Herman Claus Wibben was born on December 6, 1943, to Claus Albert Wibben and Edith Augusta (Trepel) Wibben at home in Logan County. A 1961 valedictorian of Hartsburg-Emden High School, he went on to graduate with a Bachelor of Science degree in Agricultural Engineering in 1965. While at the University of Illinois, he was an active member of the Phi Kappa Psi fraternity. It was during his time at the U of I that he met the love of his life Maureen “Marty” Janice Hacker. They wed on December 30, 1965 in Lisle, Il.

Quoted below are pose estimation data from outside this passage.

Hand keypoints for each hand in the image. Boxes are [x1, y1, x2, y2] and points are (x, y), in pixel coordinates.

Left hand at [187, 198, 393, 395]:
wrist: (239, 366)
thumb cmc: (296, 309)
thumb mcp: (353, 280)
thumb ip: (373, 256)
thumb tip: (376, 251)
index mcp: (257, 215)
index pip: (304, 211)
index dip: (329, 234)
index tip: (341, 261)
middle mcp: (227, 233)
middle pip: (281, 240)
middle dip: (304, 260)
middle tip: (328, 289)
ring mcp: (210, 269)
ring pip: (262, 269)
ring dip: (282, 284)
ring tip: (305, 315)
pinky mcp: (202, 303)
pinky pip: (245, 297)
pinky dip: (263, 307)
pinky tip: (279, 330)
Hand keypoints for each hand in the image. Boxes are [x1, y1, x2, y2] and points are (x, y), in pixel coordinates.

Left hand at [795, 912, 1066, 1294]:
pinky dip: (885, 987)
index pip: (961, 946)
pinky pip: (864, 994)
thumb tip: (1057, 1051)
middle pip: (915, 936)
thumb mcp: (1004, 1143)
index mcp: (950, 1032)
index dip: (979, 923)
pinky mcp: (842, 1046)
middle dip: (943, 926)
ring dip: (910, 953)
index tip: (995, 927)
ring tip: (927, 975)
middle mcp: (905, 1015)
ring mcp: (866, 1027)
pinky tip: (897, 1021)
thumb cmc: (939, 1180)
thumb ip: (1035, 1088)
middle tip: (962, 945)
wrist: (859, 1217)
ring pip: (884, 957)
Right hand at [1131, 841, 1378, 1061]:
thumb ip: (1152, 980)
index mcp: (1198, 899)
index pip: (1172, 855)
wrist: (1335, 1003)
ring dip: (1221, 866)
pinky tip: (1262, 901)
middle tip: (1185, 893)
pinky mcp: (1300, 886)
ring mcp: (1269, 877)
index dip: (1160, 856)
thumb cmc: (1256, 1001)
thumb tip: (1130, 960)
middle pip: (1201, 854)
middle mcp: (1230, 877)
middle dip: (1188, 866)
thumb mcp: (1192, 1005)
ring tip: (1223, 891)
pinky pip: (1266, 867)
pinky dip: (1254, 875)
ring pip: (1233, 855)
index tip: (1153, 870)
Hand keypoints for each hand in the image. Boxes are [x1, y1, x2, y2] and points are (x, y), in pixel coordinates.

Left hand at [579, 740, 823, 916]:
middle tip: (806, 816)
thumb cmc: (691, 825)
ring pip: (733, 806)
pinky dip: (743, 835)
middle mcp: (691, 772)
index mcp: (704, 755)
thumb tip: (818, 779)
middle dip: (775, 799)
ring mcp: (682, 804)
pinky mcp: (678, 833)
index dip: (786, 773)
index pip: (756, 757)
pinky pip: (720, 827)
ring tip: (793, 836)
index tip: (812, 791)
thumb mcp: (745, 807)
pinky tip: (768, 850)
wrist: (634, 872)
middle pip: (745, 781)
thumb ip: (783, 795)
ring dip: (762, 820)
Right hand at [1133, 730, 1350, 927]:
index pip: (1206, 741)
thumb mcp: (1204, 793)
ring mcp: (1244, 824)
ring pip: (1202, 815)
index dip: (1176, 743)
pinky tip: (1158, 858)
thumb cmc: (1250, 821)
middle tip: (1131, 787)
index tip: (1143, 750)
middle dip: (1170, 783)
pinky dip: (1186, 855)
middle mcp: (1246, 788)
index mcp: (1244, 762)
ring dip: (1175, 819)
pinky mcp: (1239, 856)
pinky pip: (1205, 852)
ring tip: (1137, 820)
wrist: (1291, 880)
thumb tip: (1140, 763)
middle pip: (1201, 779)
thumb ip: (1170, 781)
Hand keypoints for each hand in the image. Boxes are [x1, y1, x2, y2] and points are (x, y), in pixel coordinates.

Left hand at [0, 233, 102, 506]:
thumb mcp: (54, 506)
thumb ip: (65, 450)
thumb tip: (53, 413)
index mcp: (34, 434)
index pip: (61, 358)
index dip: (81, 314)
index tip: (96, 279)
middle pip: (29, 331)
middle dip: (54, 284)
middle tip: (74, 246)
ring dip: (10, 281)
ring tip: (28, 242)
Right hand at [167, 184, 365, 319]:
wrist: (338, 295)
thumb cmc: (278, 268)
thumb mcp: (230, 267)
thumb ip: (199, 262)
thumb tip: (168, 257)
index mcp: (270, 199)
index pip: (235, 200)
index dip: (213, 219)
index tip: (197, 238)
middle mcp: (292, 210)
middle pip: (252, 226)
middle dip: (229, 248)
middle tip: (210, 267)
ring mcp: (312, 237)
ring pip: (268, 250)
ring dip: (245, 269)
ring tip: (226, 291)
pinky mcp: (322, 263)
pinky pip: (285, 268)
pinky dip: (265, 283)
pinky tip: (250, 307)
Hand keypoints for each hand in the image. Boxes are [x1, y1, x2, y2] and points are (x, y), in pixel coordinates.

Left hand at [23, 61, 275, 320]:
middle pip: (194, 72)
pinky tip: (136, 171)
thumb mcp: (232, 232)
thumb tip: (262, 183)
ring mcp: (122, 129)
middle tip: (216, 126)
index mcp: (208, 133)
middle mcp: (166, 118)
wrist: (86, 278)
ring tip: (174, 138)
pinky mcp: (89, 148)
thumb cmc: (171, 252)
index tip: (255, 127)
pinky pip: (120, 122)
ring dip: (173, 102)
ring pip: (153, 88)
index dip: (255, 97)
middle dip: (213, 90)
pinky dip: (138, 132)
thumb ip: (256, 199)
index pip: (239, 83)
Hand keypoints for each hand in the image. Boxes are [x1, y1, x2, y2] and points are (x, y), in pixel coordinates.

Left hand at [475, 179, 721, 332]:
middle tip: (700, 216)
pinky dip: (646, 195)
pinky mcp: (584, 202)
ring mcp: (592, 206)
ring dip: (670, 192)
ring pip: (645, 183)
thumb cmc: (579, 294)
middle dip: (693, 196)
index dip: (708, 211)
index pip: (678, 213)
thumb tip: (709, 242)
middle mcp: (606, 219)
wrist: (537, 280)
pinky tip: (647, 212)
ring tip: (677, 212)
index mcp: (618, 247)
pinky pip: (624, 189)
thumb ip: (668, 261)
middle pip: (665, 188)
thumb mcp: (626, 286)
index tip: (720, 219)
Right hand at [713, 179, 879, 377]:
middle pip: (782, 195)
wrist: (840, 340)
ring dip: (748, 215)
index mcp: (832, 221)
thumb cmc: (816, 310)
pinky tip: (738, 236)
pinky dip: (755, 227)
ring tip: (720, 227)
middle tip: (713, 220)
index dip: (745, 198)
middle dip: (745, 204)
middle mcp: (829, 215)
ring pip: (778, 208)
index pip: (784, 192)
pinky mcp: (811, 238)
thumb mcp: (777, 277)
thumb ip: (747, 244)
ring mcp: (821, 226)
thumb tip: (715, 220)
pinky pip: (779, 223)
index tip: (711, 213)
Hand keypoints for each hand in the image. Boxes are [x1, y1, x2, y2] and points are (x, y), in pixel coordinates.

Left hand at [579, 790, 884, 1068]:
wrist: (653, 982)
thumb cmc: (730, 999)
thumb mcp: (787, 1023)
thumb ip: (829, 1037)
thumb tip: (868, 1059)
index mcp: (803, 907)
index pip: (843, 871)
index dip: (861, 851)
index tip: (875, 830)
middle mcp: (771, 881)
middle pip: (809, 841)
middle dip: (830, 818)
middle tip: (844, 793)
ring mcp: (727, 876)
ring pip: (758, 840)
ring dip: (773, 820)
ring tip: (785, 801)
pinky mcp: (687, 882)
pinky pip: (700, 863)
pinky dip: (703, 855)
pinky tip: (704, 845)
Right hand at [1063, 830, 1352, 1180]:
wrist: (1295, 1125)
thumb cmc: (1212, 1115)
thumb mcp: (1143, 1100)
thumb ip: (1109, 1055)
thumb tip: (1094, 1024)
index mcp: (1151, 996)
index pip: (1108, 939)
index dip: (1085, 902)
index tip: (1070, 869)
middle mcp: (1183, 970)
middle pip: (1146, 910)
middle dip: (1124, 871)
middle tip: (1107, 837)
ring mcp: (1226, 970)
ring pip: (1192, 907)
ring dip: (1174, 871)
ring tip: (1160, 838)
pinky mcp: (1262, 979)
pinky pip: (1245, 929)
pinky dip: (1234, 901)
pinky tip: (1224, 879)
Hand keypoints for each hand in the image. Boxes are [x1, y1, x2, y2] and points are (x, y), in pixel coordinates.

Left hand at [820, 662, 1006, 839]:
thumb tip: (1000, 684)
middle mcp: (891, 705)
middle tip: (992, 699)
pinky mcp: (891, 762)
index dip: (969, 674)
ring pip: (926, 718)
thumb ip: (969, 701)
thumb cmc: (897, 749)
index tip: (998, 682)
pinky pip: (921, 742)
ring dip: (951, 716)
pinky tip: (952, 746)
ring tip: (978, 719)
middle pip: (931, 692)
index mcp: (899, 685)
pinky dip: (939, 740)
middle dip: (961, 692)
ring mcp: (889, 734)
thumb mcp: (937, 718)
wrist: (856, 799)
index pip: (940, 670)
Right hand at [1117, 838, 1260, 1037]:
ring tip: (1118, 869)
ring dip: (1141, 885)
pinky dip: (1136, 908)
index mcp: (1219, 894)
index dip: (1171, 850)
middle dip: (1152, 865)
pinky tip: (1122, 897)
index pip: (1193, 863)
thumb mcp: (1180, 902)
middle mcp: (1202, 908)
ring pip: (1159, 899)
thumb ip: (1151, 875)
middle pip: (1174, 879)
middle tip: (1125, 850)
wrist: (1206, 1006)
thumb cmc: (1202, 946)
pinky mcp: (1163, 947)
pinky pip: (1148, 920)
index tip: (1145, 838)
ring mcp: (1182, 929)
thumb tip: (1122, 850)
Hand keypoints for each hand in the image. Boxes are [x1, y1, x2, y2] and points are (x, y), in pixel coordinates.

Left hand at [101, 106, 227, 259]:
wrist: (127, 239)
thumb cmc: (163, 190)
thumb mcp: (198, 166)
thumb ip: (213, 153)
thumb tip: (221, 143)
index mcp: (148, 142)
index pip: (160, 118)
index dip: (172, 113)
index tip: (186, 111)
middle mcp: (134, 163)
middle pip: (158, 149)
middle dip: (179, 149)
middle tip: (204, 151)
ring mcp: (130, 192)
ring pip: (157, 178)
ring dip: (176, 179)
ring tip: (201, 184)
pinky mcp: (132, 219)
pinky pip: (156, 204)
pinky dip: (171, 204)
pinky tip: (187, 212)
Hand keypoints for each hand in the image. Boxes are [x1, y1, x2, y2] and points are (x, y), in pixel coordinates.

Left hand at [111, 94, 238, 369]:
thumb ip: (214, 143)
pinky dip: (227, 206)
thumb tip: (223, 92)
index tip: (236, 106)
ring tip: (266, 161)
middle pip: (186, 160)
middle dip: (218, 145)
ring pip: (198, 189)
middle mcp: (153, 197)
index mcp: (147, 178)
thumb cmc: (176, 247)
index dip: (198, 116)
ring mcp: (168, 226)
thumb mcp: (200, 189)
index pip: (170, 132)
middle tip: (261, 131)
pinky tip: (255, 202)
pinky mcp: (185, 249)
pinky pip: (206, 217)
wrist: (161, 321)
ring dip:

After graduation, Herman started his career as a Geological Surveyor working for the US Department of the Interior. That career would take them from Champaign, Il (1965) to Pekin, Il (1966) to Nashville, Tn (1970). During this career, Herman enrolled as an Engineer-in-Training in 1968, earned a diploma from the Society of Civil Engineers in 1975, passed the Tennessee State Board of Architecture and Engineering exam to become certified as a professional engineer in 1976, and received a 10-year service award from the US government. He conducted research on flood characteristics and rainfall runoff modeling and authored two publications on those topics that are now housed in the Library of Congress. He also proudly served his country in the Army National Guard and was called to active duty on three occasions.
When his parents, Claus and Edith, retired from farming in 1976, Herman and Marty moved back to Hartsburg, Il with their three children to farm the ground he grew up on. Leveraging his engineering and hydraulic background, his waterways always flowed. Along with his brothers, he was an early adopter of no-till farming. Wibben Detasseling company was established by Herman in 1981 and, over the next 42 years and three generations, it served as a seasonal employer to over 10,000 young people throughout the Logan County area; having a life-long impact on many. He farmed for over 20 years until they moved to Emden, Il in 1998.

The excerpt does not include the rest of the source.